Tiyanak is a 1988 Filipino horror film directed by Peque Gallaga and Lorenzo A. Reyes and co-written by Gallaga, Reyes, and Don Escudero, based on the mythical creature of the same name. It stars Janice de Belen, Lotlot de Leon, Ramon Christopher, Mary Walter, Chuckie Dreyfus, Carmina Villaroel, Rudolph Yaptinchay, and Smokey Manaloto.

Tiyanak was released by Regal Films on September 15, 1988. Though other critics were disappointed with the film, Tiyanak received praise from Lav Diaz for being remarkably frightening. Eduardo Jacinto won the Film Academy of the Philippines Award for Best Cinematography.

Cast
Janice de Belen as Julie
Lotlot de Leon as Christie
Ramon Christopher as Jojo
Mary Walter
Chuckie Dreyfus as Aries
Carmina Villaroel as Monica
Rudolph Yaptinchay as Mars
Smokey Manaloto
Bella Flores
Betty Mae Piccio
Eva Ramos
Suzanne Gonzales
Mae Ann Adonis
Bonafe
Zorayda Sanchez as Telyang Bayawak

Critical response
The film received negative reviews from critics. Mario Hernando, film critic for the television program Movie Magazine, gave the film two stars out of five. Meg Mendoza of the Manila Standard was more negative, writing that the film had predictable and manipulative horror scenes, as well as tedious pacing, though she commended the special effects and the performances of Villaroel and Manaloto. Overall, Mendoza expressed disappointment, stating that "we could hardly believe it was directed by award-winning director Peque Gallaga, who gave us the magnum opus Oro, Plata, Mata.

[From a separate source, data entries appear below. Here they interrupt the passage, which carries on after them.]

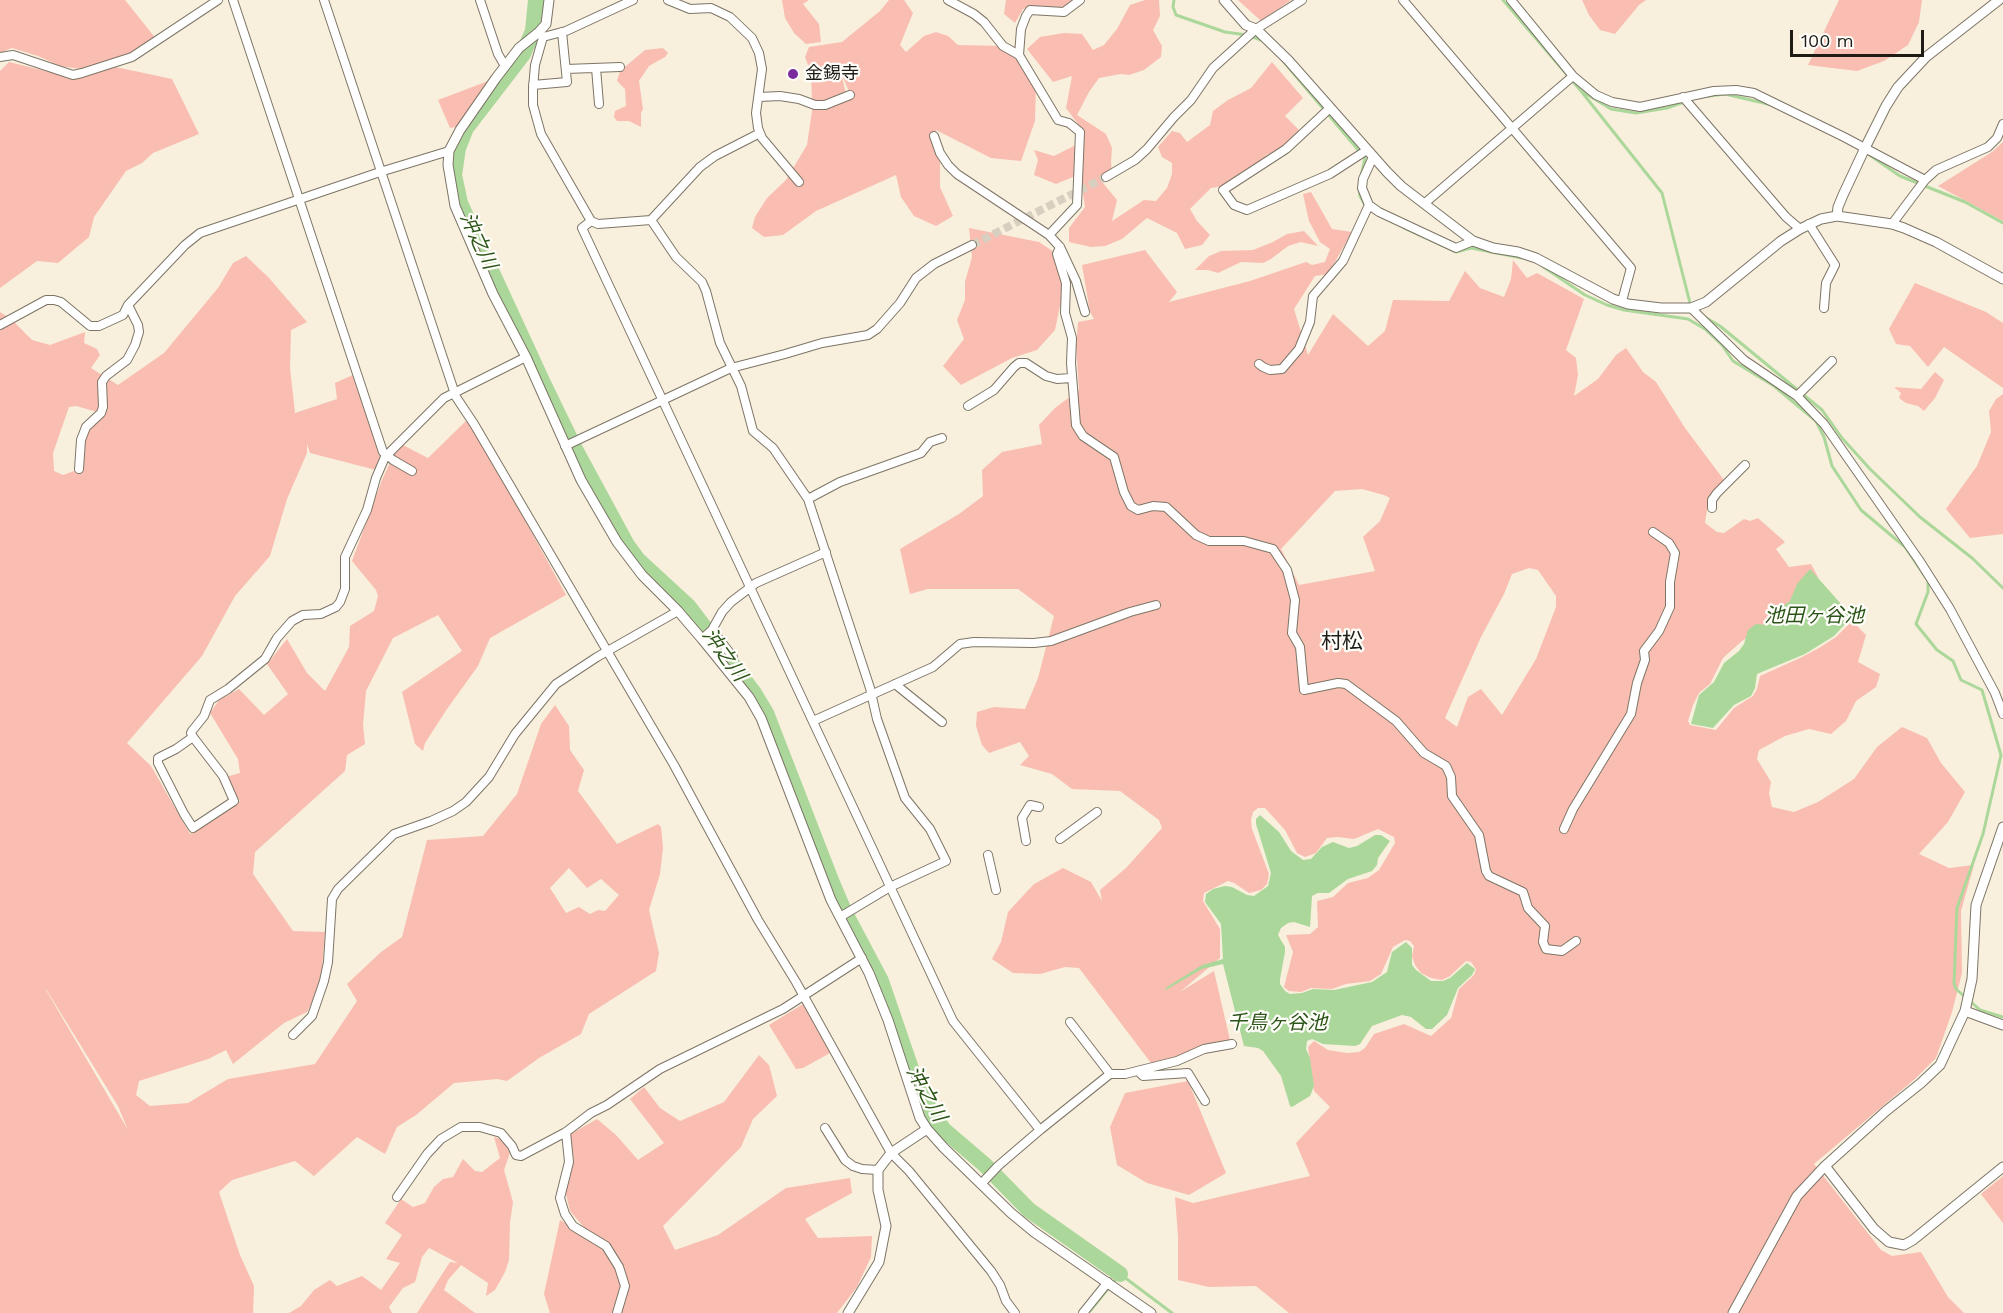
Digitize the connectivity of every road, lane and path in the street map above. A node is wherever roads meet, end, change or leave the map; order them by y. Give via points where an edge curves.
1 (218, 0) edge
2 (233, 0) edge
3 (324, 0) edge
4 (480, 0) edge
5 (549, 0) edge
6 (633, 0) edge
7 (668, 0) edge
8 (948, 0) edge
9 (1080, 0) edge
10 (1224, 0) edge
11 (1302, 0) edge
12 (1403, 0) edge
13 (1511, 0) edge
14 (1999, 0) edge
15 (619, 3) edge
16 (1256, 29) junction
17 (562, 32) junction
18 (541, 34) junction
19 (1019, 55) junction
20 (0, 57) edge
21 (505, 66) junction
22 (620, 67) dead end
23 (596, 68) junction
24 (566, 69) junction
25 (1573, 76) junction
26 (533, 85) junction
27 (850, 94) dead end
28 (759, 97) junction
29 (1683, 97) junction
30 (599, 104) dead end
31 (1330, 108) junction
32 (2003, 124) edge
33 (1513, 129) junction
34 (760, 133) junction
35 (934, 136) dead end
36 (1865, 148) junction
37 (449, 151) junction
38 (1370, 154) junction
39 (380, 172) junction
40 (1106, 177) tunnel mouth
41 (1925, 180) junction
42 (799, 182) dead end
43 (299, 199) junction
44 (1425, 203) junction
45 (1369, 205) junction
46 (1837, 216) junction
47 (651, 220) junction
48 (591, 221) junction
49 (1892, 224) junction
50 (1804, 226) junction
51 (1049, 235) junction
52 (1473, 241) junction
53 (972, 245) tunnel mouth
54 (1059, 247) junction
55 (2003, 279) edge
56 (1622, 301) junction
57 (128, 305) junction
58 (1691, 308) junction
59 (1824, 308) dead end
60 (1085, 312) dead end
61 (0, 325) edge
62 (526, 357) junction
63 (1832, 361) dead end
64 (1259, 364) dead end
65 (731, 368) junction
66 (1071, 378) junction
67 (453, 392) junction
68 (1797, 396) junction
69 (662, 400) junction
70 (968, 406) dead end
71 (942, 438) dead end
72 (565, 446) junction
73 (387, 455) junction
74 (1745, 465) dead end
75 (80, 469) dead end
76 (412, 471) dead end
77 (808, 499) junction
78 (1713, 508) dead end
79 (1653, 532) dead end
80 (826, 552) junction
81 (750, 588) junction
82 (1156, 605) dead end
83 (678, 611) junction
84 (712, 630) junction
85 (702, 639) junction
86 (607, 652) junction
87 (733, 657) dead end
88 (895, 684) junction
89 (872, 693) junction
90 (2003, 714) edge
91 (813, 721) junction
92 (942, 722) dead end
93 (193, 737) junction
94 (1039, 807) dead end
95 (1097, 812) dead end
96 (2003, 827) edge
97 (1564, 829) dead end
98 (1060, 839) dead end
99 (1026, 841) dead end
100 (988, 855) dead end
101 (890, 887) junction
102 (996, 890) dead end
103 (840, 917) junction
104 (1576, 941) dead end
105 (862, 958) junction
106 (804, 997) junction
107 (1965, 1011) junction
108 (1070, 1022) dead end
109 (2003, 1025) edge
110 (293, 1035) dead end
111 (1232, 1044) dead end
112 (1138, 1071) junction
113 (1110, 1074) junction
114 (1205, 1101) dead end
115 (825, 1128) dead end
116 (927, 1129) junction
117 (1041, 1130) junction
118 (566, 1132) junction
119 (891, 1153) junction
120 (1825, 1166) junction
121 (2003, 1167) edge
122 (878, 1170) junction
123 (981, 1184) junction
124 (398, 1197) dead end
125 (1108, 1282) junction
126 (617, 1313) edge
127 (848, 1313) edge
128 (1016, 1313) edge
129 (1083, 1313) edge
130 (1151, 1313) edge
131 (1733, 1313) edge

1 - 20 street via 132,57 82,73 73,75 13,55
2 - 43 street
3 - 39 street
4 - 21 street
5 - 18 street
6 - 15 street
7 - 28 street via 690,9 711,8 742,27 759,53
8 - 19 street via 974,14 1003,46
9 - 19 street via 1064,12 1030,10 1021,29
10 - 16 street via 1246,26
11 - 16 street
12 - 33 street
13 - 25 street
14 - 36 street via 1910,72 1886,106
15 - 17 street
16 - 31 street
16 - 40 street via 1213,68 1191,100 1147,149
17 - 18 street
17 - 24 street
18 - 21 street via 519,48
18 - 26 street
19 - 51 street via 1058,120 1080,132 1077,205
21 - 37 street
22 - 23 street
23 - 24 street
23 - 30 street
24 - 26 street via 567,81
25 - 29 street via 1596,95 1626,105
25 - 33 street
26 - 48 street via 533,105 541,135
27 - 28 street via 825,105 780,96
28 - 34 street via 756,113
29 - 36 street via 1736,90 1754,93
29 - 50 street via 1786,217
31 - 38 street
31 - 38 street via 1287,149 1223,190 1234,205 1247,210
32 - 41 street via 1988,147 1953,161
33 - 44 street
33 - 56 street via 1631,268
34 - 42 street
34 - 47 street via 700,167
35 - 51 street via 940,153 957,174
36 - 41 street
36 - 46 street
37 - 39 street
37 - 62 street via 455,206 493,294
38 - 44 street via 1401,186
38 - 45 street via 1362,188
39 - 43 street
39 - 67 street
41 - 49 street
43 - 57 street via 200,233
43 - 73 street
44 - 52 street
45 - 52 street via 1456,248
45 - 64 street via 1344,261 1313,296 1310,322 1299,350 1282,369 1270,370
46 - 49 street
46 - 50 street
47 - 48 street via 598,224
47 - 65 street via 676,257 702,282
48 - 69 street via 582,228
49 - 55 street via 1936,242
50 - 58 street via 1706,302
50 - 59 street via 1835,265 1826,283
51 - 54 street
52 - 56 street via 1536,258
53 - 65 street via 916,278 900,303 868,335
54 - 60 street via 1076,281
54 - 66 street via 1057,254 1066,283 1065,313 1072,338
56 - 58 street via 1661,308
57 - 61 street via 123,315 90,326 61,302 46,300
57 - 75 street via 139,332 127,360 102,382 103,407 86,427 81,440
58 - 68 street via 1744,360
62 - 67 street
62 - 72 street
63 - 68 street
65 - 69 street
65 - 77 street via 741,386 753,431 773,448
66 - 70 street via 1046,376 1026,363 1019,363 993,390
66 - 104 street via 1076,425 1083,436 1114,457 1131,506 1138,510 1166,507 1196,535 1209,541 1244,541 1273,549 1287,570 1294,593 1292,633 1300,647 1304,690 1346,684 1396,722 1424,753 1446,766 1452,796 1479,835 1489,876 1523,892 1528,908 1545,926 1546,949 1562,951
67 - 73 street
67 - 86 street
68 - 90 street via 1824,424 1919,560 1950,609
69 - 72 street
69 - 81 street
71 - 77 street via 930,442 921,453 840,482
72 - 83 street via 617,542
73 - 76 street
73 - 93 street via 345,557 345,590 340,602 321,614 303,615 292,621 265,659 210,700 204,716 192,730
74 - 78 street via 1717,493 1712,500
77 - 80 street
79 - 97 street via 1669,543 1674,553 1670,607 1644,651 1631,714
80 - 81 street
80 - 89 street
81 - 84 street via 722,612
81 - 91 street
82 - 88 street via 1051,641 960,644 933,667
83 - 85 street
83 - 86 street
84 - 85 street
84 - 87 street
85 - 103 street via 749,697 770,736
86 - 106 street
86 - 110 street via 556,684 515,734 489,777 466,802 431,821 394,834 338,889 332,899 328,962 321,993 312,1016
88 - 89 street
88 - 92 street
89 - 91 street
89 - 101 street via 877,719 905,798 930,829 946,861
91 - 101 street
93 - 93 street via 158,758 193,828 234,801 223,776
94 - 99 street via 1030,805 1022,818
95 - 98 street
96 - 107 street via 1976,905 1972,979
100 - 102 street
101 - 103 street
101 - 117 street via 953,1021
103 - 105 street
105 - 106 street
105 - 116 street
106 - 118 street via 660,1069
106 - 119 street
107 - 109 street
107 - 120 street via 1940,1065
108 - 113 street
111 - 112 street
112 - 113 street
112 - 114 street via 1143,1076 1188,1073
113 - 117 street
115 - 122 street via 845,1160 862,1169
116 - 119 street
116 - 123 street
117 - 123 street
118 - 124 street via 521,1156 492,1128 461,1127 441,1139 427,1154
118 - 126 street via 568,1161 560,1198 573,1226 606,1246 619,1267 625,1286
119 - 122 street
119 - 128 street via 991,1271
120 - 121 street via 1874,1229 1889,1242 1904,1245
120 - 131 street via 1797,1196
122 - 127 street via 886,1226 879,1262
123 - 125 street via 1034,1232
125 - 129 street
125 - 130 street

However, Lav Diaz, who also wrote for the Manila Standard, gave high praises to the film, stating that "films like Tiyanak, even when it is horror, are the ones that will save or contribute quality to the development of Filipino cinema.... One thing that elevates this film is its success in achieving its ambition – to scare. [It is] really scary."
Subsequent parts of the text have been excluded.